When a spouse inherits half the estate and the children get the residue, it is worth knowing that:

  • Amounts left to a surviving spouse can generally be deducted before estate duty is determined, which often reduces tax pressure in the estate of the spouse who dies first.

  • The unused portion of the R3.5 million estate duty abatement can roll over to the surviving spouse, potentially helping the family across both estates.

  • Liquidity risk still exists: if the estate’s cash is tied up in property and investments, the executor may need to sell assets (or delay distributions) to settle costs before the children living overseas are paid anything.


Scenario 2: No spouse, children inherit everything

When the second spouse dies and leaves their estate to children living overseas, you should be aware that:

  • There is no deduction for an amount left to a spouse acting as cushion, so the estate may have more immediate tax and cost pressures before the children can be paid.
     
  • If the estate has poor liquidity (cash in the estate), the children may wait longer for their inheritance, the estate may be forced to sell assets, or the inheritances may be reduced simply because the estate must first “find cash”.
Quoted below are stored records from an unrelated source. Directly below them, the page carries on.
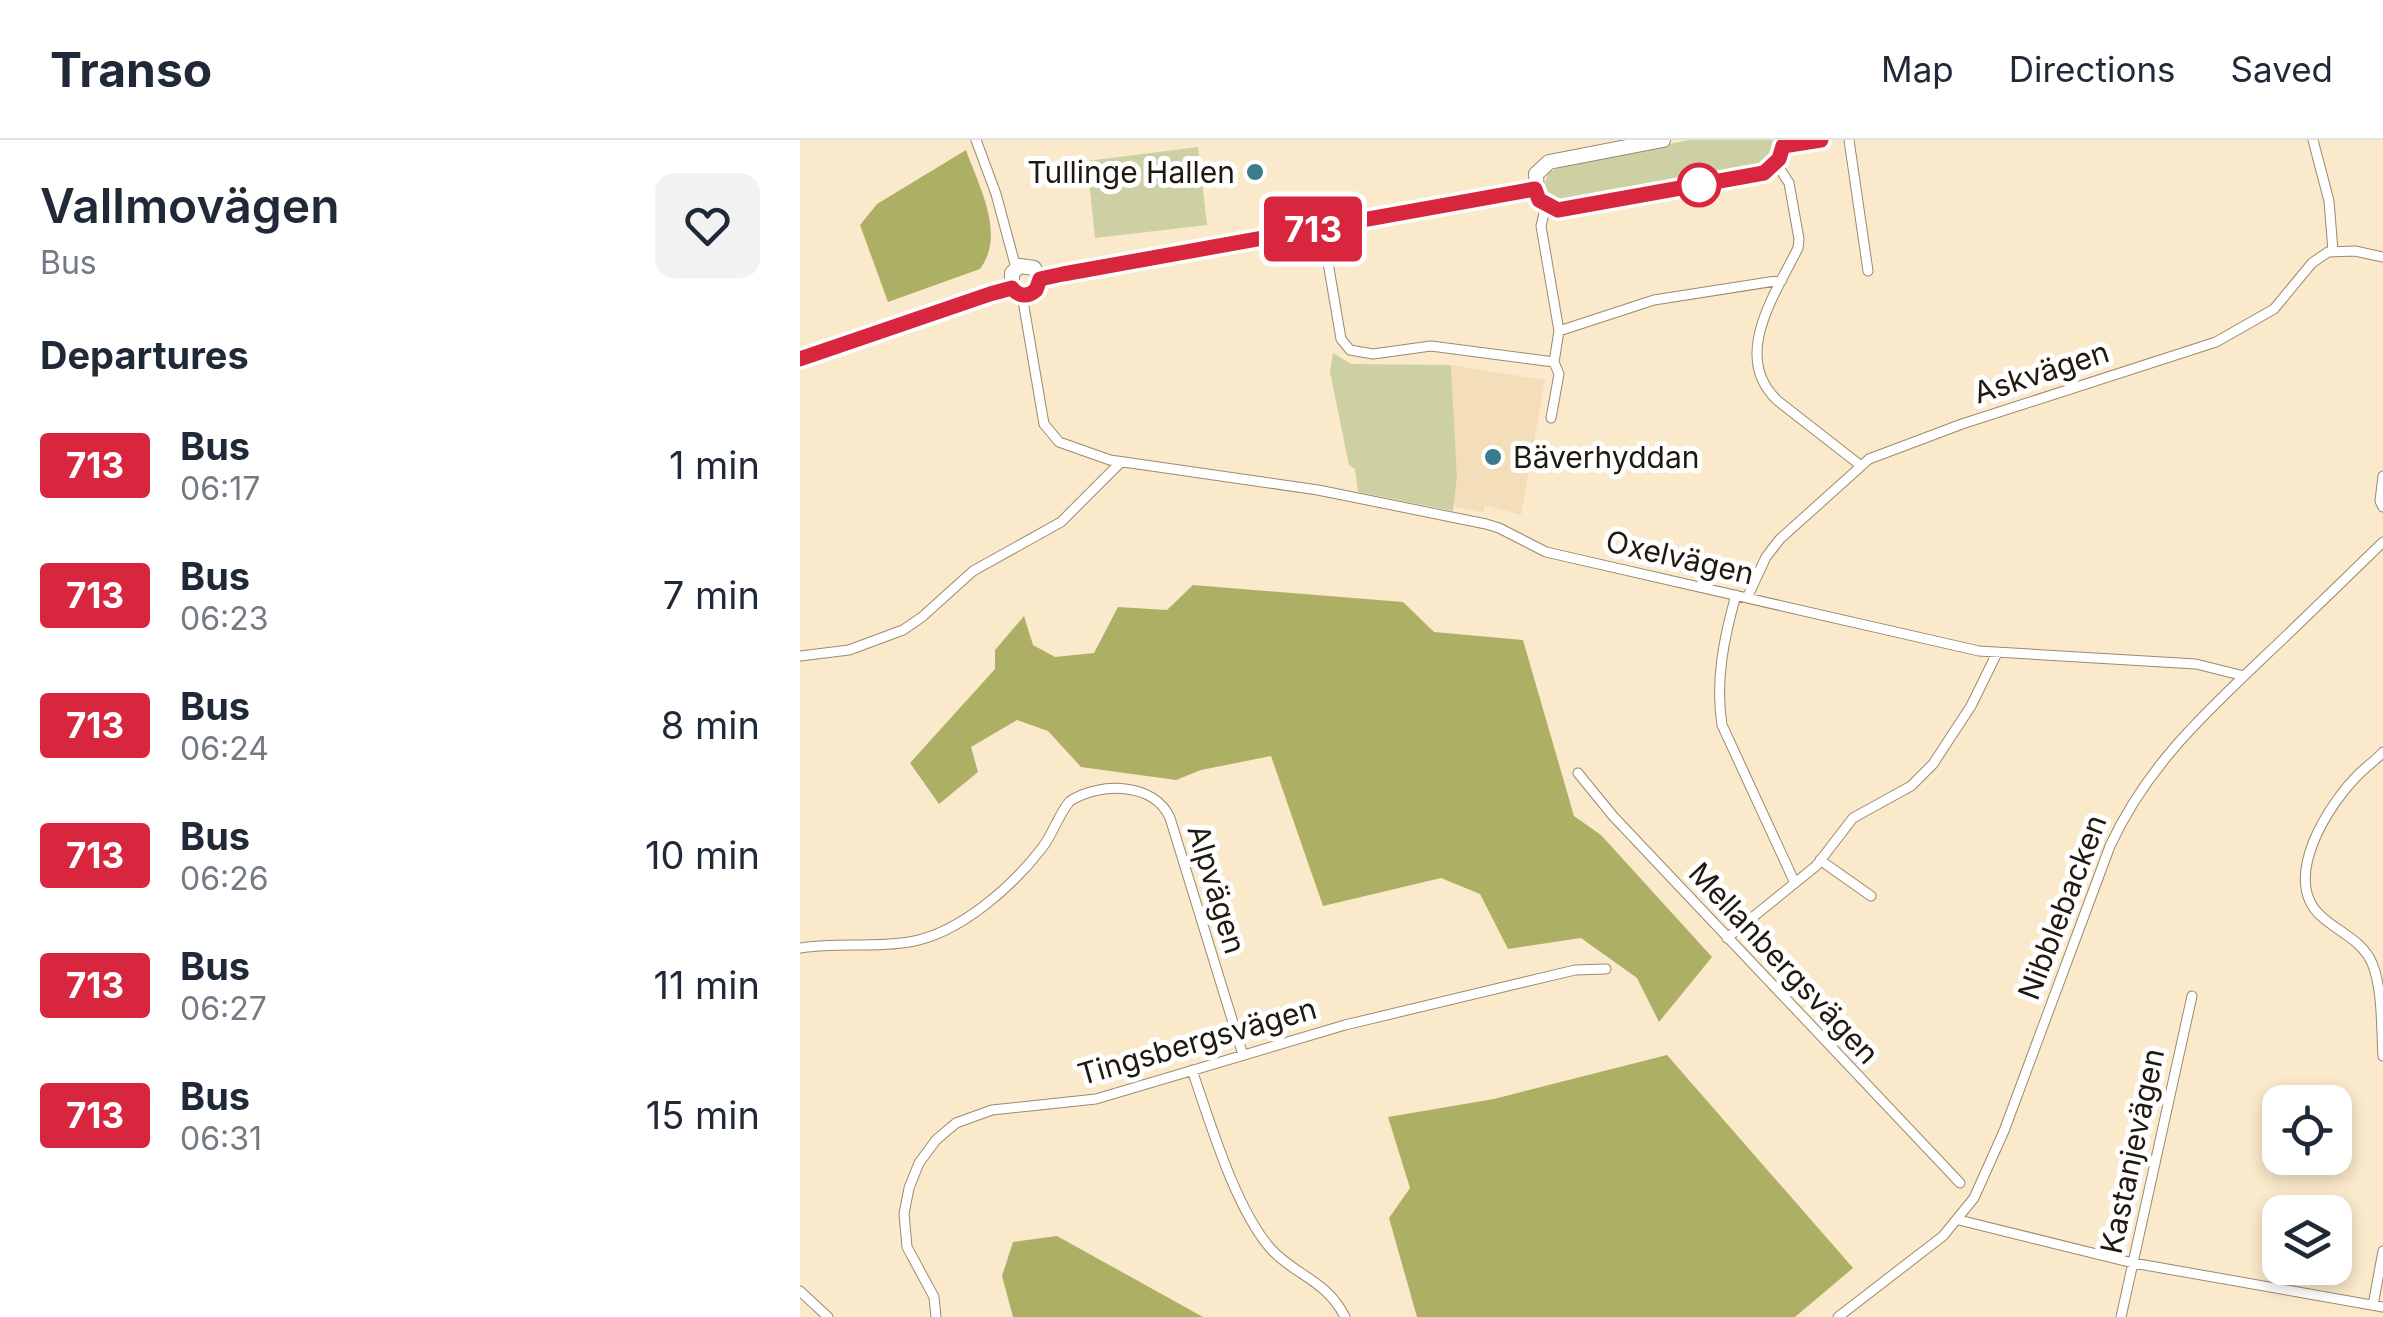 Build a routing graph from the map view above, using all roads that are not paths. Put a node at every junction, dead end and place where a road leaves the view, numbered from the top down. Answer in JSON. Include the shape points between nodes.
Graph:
{"nodes":[{"id":1,"x":976,"y":140,"type":"edge"},
{"id":2,"x":1662,"y":140,"type":"edge"},
{"id":3,"x":1820,"y":140,"type":"edge"},
{"id":4,"x":1849,"y":140,"type":"edge"},
{"id":5,"x":2313,"y":140,"type":"edge"},
{"id":6,"x":1782,"y":143,"type":"edge"},
{"id":7,"x":1776,"y":163,"type":"junction"},
{"id":8,"x":1535,"y":189,"type":"junction"},
{"id":9,"x":1546,"y":205,"type":"junction"},
{"id":10,"x":1322,"y":227,"type":"junction"},
{"id":11,"x":2333,"y":250,"type":"junction"},
{"id":12,"x":2383,"y":257,"type":"edge"},
{"id":13,"x":1016,"y":268,"type":"junction"},
{"id":14,"x":1868,"y":271,"type":"dead end"},
{"id":15,"x":1040,"y":279,"type":"junction"},
{"id":16,"x":1782,"y":280,"type":"junction"},
{"id":17,"x":1017,"y":291,"type":"junction"},
{"id":18,"x":1559,"y":331,"type":"junction"},
{"id":19,"x":800,"y":359,"type":"edge"},
{"id":20,"x":1554,"y":362,"type":"junction"},
{"id":21,"x":1551,"y":418,"type":"dead end"},
{"id":22,"x":1116,"y":461,"type":"junction"},
{"id":23,"x":1860,"y":465,"type":"junction"},
{"id":24,"x":2383,"y":476,"type":"edge"},
{"id":25,"x":2383,"y":507,"type":"edge"},
{"id":26,"x":2383,"y":542,"type":"edge"},
{"id":27,"x":1741,"y":596,"type":"junction"},
{"id":28,"x":1997,"y":653,"type":"junction"},
{"id":29,"x":800,"y":656,"type":"edge"},
{"id":30,"x":2244,"y":676,"type":"junction"},
{"id":31,"x":2383,"y":752,"type":"edge"},
{"id":32,"x":2379,"y":765,"type":"edge"},
{"id":33,"x":1578,"y":773,"type":"dead end"},
{"id":34,"x":1820,"y":860,"type":"junction"},
{"id":35,"x":1794,"y":882,"type":"junction"},
{"id":36,"x":1871,"y":896,"type":"dead end"},
{"id":37,"x":1726,"y":938,"type":"junction"},
{"id":38,"x":800,"y":948,"type":"edge"},
{"id":39,"x":1606,"y":970,"type":"dead end"},
{"id":40,"x":2192,"y":996,"type":"dead end"},
{"id":41,"x":1243,"y":1054,"type":"junction"},
{"id":42,"x":2383,"y":1056,"type":"edge"},
{"id":43,"x":1192,"y":1070,"type":"junction"},
{"id":44,"x":1960,"y":1183,"type":"dead end"},
{"id":45,"x":1960,"y":1220,"type":"junction"},
{"id":46,"x":2383,"y":1251,"type":"edge"},
{"id":47,"x":2133,"y":1263,"type":"junction"},
{"id":48,"x":800,"y":1291,"type":"edge"},
{"id":49,"x":2378,"y":1306,"type":"edge"},
{"id":50,"x":828,"y":1317,"type":"edge"},
{"id":51,"x":936,"y":1317,"type":"edge"},
{"id":52,"x":1345,"y":1317,"type":"edge"},
{"id":53,"x":1838,"y":1317,"type":"edge"},
{"id":54,"x":2122,"y":1317,"type":"edge"}],
"edges":[{"from":1,"to":13,"type":"street"},
{"from":2,"to":8,"type":"street","via":[[1554,160],[1536,174]]},
{"from":3,"to":6,"type":"street"},
{"from":4,"to":14,"type":"street"},
{"from":5,"to":11,"type":"street"},
{"from":6,"to":7,"type":"street"},
{"from":7,"to":9,"type":"street","via":[[1764,173],[1602,204],[1558,210]]},
{"from":7,"to":16,"type":"street","via":[[1789,183],[1798,239]]},
{"from":8,"to":9,"type":"street"},
{"from":8,"to":10,"type":"street"},
{"from":9,"to":18,"type":"street","via":[[1541,226]]},
{"from":10,"to":15,"type":"street"},
{"from":10,"to":20,"type":"street","via":[[1341,339],[1350,350],[1373,354],[1431,346]]},
{"from":11,"to":12,"type":"street"},
{"from":11,"to":23,"type":"street","name":"Askvägen","via":[[2312,263],[2274,309],[2216,342],[1962,424]]},
{"from":13,"to":15,"type":"street","via":[[1031,266]]},
{"from":13,"to":17,"type":"street","via":[[1010,278]]},
{"from":15,"to":17,"type":"street","via":[[1036,290]]},
{"from":16,"to":18,"type":"street","via":[[1654,300]]},
{"from":16,"to":23,"type":"street","via":[[1758,338],[1767,392]]},
{"from":17,"to":19,"type":"street"},
{"from":17,"to":22,"type":"street","name":"Oxelvägen","via":[[1044,424],[1059,442]]},
{"from":18,"to":20,"type":"street"},
{"from":20,"to":21,"type":"street","via":[[1559,374]]},
{"from":22,"to":27,"type":"street","name":"Oxelvägen","via":[[1318,490],[1486,524],[1546,552]]},
{"from":22,"to":29,"type":"street","via":[[1061,522],[973,572],[903,630],[850,650]]},
{"from":23,"to":27,"type":"street","name":"Askvägen","via":[[1780,539]]},
{"from":24,"to":25,"type":"street"},
{"from":26,"to":30,"type":"street","name":"Nibblebacken"},
{"from":27,"to":28,"type":"street","name":"Oxelvägen"},
{"from":27,"to":35,"type":"street","name":"Askvägen","via":[[1720,666],[1718,705]]},
{"from":28,"to":30,"type":"street","name":"Oxelvägen","via":[[2196,664]]},
{"from":28,"to":34,"type":"street","via":[[1933,764],[1911,786],[1852,818]]},
{"from":30,"to":45,"type":"street","name":"Nibblebacken","via":[[2174,746],[2129,806],[2004,1131]]},
{"from":31,"to":32,"type":"street"},
{"from":32,"to":42,"type":"street","via":[[2360,774],[2337,802],[2307,859],[2304,884],[2312,906],[2371,961]]},
{"from":33,"to":37,"type":"street","name":"Mellanbergsvägen"},
{"from":34,"to":35,"type":"street"},
{"from":34,"to":36,"type":"street"},
{"from":35,"to":37,"type":"street"},
{"from":37,"to":44,"type":"street","name":"Mellanbergsvägen"},
{"from":38,"to":41,"type":"street","name":"Alpvägen","via":[[930,936],[1015,877],[1070,802],[1104,791],[1142,791],[1170,818]]},
{"from":39,"to":41,"type":"street","name":"Tingsbergsvägen","via":[[1575,970]]},
{"from":40,"to":47,"type":"street","name":"Kastanjevägen"},
{"from":41,"to":43,"type":"street","name":"Tingsbergsvägen"},
{"from":43,"to":51,"type":"street","name":"Tingsbergsvägen","via":[[1076,1102],[981,1113],[936,1140],[913,1175],[904,1214],[908,1247],[934,1296]]},
{"from":43,"to":52,"type":"street","via":[[1263,1238],[1322,1286]]},
{"from":45,"to":47,"type":"street"},
{"from":45,"to":53,"type":"street","name":"Nibblebacken"},
{"from":46,"to":49,"type":"street"},
{"from":47,"to":49,"type":"street"},
{"from":47,"to":54,"type":"street","name":"Kastanjevägen"},
{"from":48,"to":50,"type":"street"}]}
Practical move: Build a simple liquidity plan. Consider what could get sold first. What must not be sold? This is often the difference between a smooth transfer and a drawn-out family fight.


B. Use the 2026 Budget changes to reduce friction where you can

The latest Budget left the capital gains tax (CGT) inclusion rates (the percentage of the taxable gain that is added to taxable income) the same, but key exclusions were increased:

  • The annual CGT exclusion is now R50 000, and

  • The year‑of‑death exclusion is now R440 000, and

  • The primary residence exclusion now R3 000 000.

Why this matters: Death triggers a CGT event, and these exclusions can reduce the tax drag that otherwise eats liquidity.


C. Align assets to outcomes (make “easy assets” do the heavy lifting)

If you know heirs are overseas, consider structuring your estate so that at least some value pays out cleanly:

  • Up‑to‑date beneficiary nominations on qualifying policies/investments (where appropriate) can speed up an offshore payout because it does not rely entirely on selling estate assets first.
     
  • Keep a clear record of contracts, policy schedules and provider contact details. Missing paperwork is a silent delay multiplier.

 

3. What heirs need to know 

In order to make inheriting easy, heirs need to know that their tax residency status recorded with the South African Revenue Service (SARS) affects everything.

South Africa taxes residents on worldwide income, and non‑residents on South African‑sourced income.

If the child has truly moved and settled abroad, it is often worth ensuring their status is properly reflected and their SARS affairs are compliant, because exchange control processes commonly rely on clean, provable status.

Rent is a cross-border tax issue

If the heirs retain property in South Africa and rent it out, South Africa will generally treat the rent as South African‑sourced income, so it sits on SARS’s radar even if the heirs are non‑resident. The rent becomes a cross-border tax issue.

Then the heir’s new country may also tax them on that rental income (often with foreign tax credits).


Action plan (practical next step)

If your children live abroad, do not wait for a family death to discover the bottlenecks. Ask your fiduciary/tax team for planning that includes:

A liquidity map (what assets will pay the costs, what gets sold, what must be kept).

A list of which assets can pay directly to beneficiaries and which must flow through the estate.

A simple status checklist for each child: their country of residence, their SARS residency position and what documents the bank will need to make the offshore payment.